(Items from a data source)
*** Begin section ***

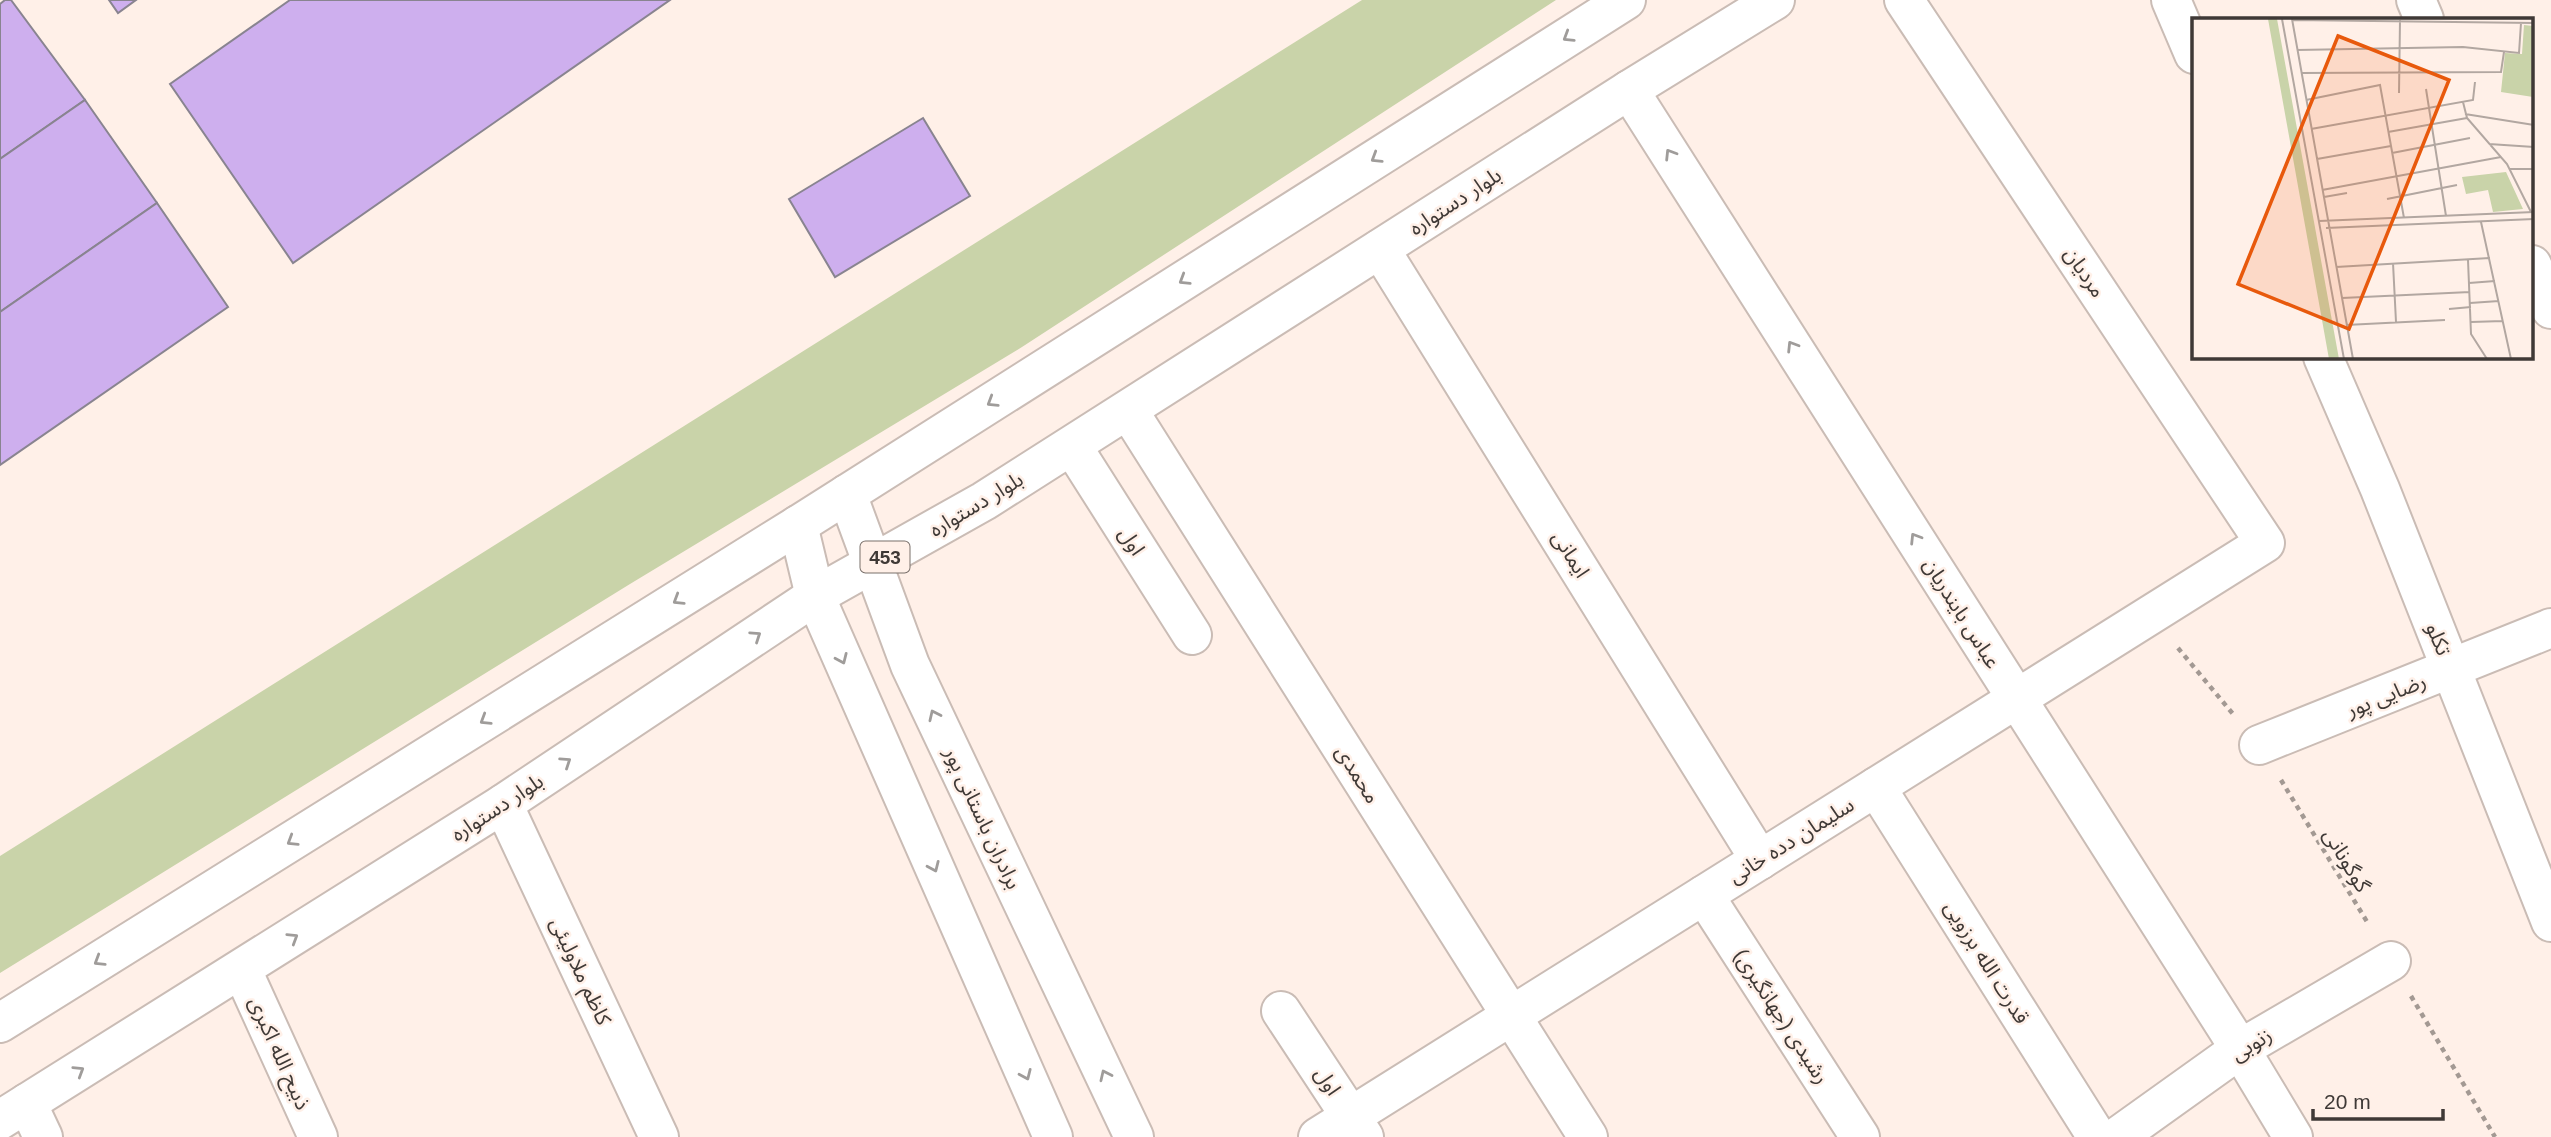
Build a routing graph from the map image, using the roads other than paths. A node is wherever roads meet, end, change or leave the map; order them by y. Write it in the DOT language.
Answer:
graph roads {
  1 [pos="1626,0"];
  2 [pos="1775,0"];
  3 [pos="1904,0"];
  4 [pos="2171,0"];
  5 [pos="2416,0"];
  6 [pos="2424,18"];
  7 [pos="2192,49"];
  8 [pos="1629,90"];
  9 [pos="1380,249"];
  10 [pos="2534,270"];
  11 [pos="2551,309"];
  12 [pos="2324,359"];
  13 [pos="1129,410"];
  14 [pos="1072,446"];
  15 [pos="847,494"];
  16 [pos="798,525"];
  17 [pos="2265,543"];
  18 [pos="874,563"];
  19 [pos="815,596"];
  20 [pos="2551,628"];
  21 [pos="1192,635"];
  22 [pos="2451,668"];
  23 [pos="2017,699"];
  24 [pos="2259,745"];
  25 [pos="1876,787"];
  26 [pos="503,804"];
  27 [pos="1760,860"];
  28 [pos="1704,895"];
  29 [pos="2551,922"];
  30 [pos="2391,961"];
  31 [pos="242,970"];
  32 [pos="1281,1011"];
  33 [pos="1511,1016"];
  34 [pos="0,1023"];
  35 [pos="2240,1049"];
  36 [pos="13,1111"];
  37 [pos="1357,1127"];
  38 [pos="43,1137"];
  39 [pos="318,1137"];
  40 [pos="659,1137"];
  41 [pos="1054,1137"];
  42 [pos="1134,1137"];
  43 [pos="1318,1137"];
  44 [pos="1588,1137"];
  45 [pos="1860,1137"];
  46 [pos="2097,1137"];
  47 [pos="2117,1137"];
  48 [pos="2293,1137"];
  1 -- 15 [label="street, one-way"];
  2 -- 8 [label="street, بلوار دستواره / 453"];
  3 -- 17 [label="street, مردیان"];
  4 -- 7 [label="street"];
  5 -- 6 [label="street"];
  8 -- 9 [label="street, بلوار دستواره / 453"];
  23 -- 8 [label="street, عباس بایندریان, one-way"];
  9 -- 13 [label="street, بلوار دستواره / 453"];
  9 -- 27 [label="street, ایمانی"];
  10 -- 11 [label="street"];
  12 -- 22 [label="street, تکلو"];
  13 -- 14 [label="street, بلوار دستواره / 453"];
  13 -- 33 [label="street, محمدی"];
  14 -- 18 [label="street, بلوار دستواره / 453"];
  14 -- 21 [label="street, اول"];
  15 -- 16 [label="street"];
  15 -- 18 [label="street, برادران باستانی پور"];
  16 -- 19 [label="street"];
  16 -- 34 [label="street, one-way"];
  17 -- 23 [label="street, سلیمان دده خانی"];
  18 -- 19 [label="street, بلوار دستواره / 453"];
  42 -- 18 [label="street, برادران باستانی پور, one-way"];
  26 -- 19 [label="street, بلوار دستواره / 453, one-way"];
  19 -- 41 [label="street, one-way"];
  20 -- 22 [label="street, رضایی پور"];
  22 -- 24 [label="street, رضایی پور"];
  22 -- 29 [label="street, تکلو"];
  23 -- 25 [label="street, سلیمان دده خانی"];
  23 -- 35 [label="street, عباس بایندریان"];
  25 -- 27 [label="street, سلیمان دده خانی"];
  25 -- 46 [label="street, قدرت الله برزویی"];
  31 -- 26 [label="street, بلوار دستواره / 453, one-way"];
  26 -- 40 [label="street, کاظم ملاولیئی"];
  27 -- 28 [label="street, سلیمان دده خانی"];
  28 -- 33 [label="street, سلیمان دده خانی"];
  28 -- 45 [label="street, رشیدی (جهانگیری)"];
  30 -- 35 [label="street, زنوبی"];
  36 -- 31 [label="street, بلوار دستواره / 453, one-way"];
  31 -- 39 [label="street, ذبیح الله اکبری"];
  32 -- 37 [label="street, اول"];
  33 -- 37 [label="street, سلیمان دده خانی"];
  33 -- 44 [label="street, محمدی"];
  35 -- 47 [label="street, زنوبی"];
  35 -- 48 [label="street, عباس بایندریان"];
  36 -- 38 [label="street"];
  37 -- 43 [label="street, سلیمان دده خانی"];
}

*** End section ***

Exercise prompt → If a line in the entries above holds the word "باستانی", count it; then report the total alone.

Result of the task → 2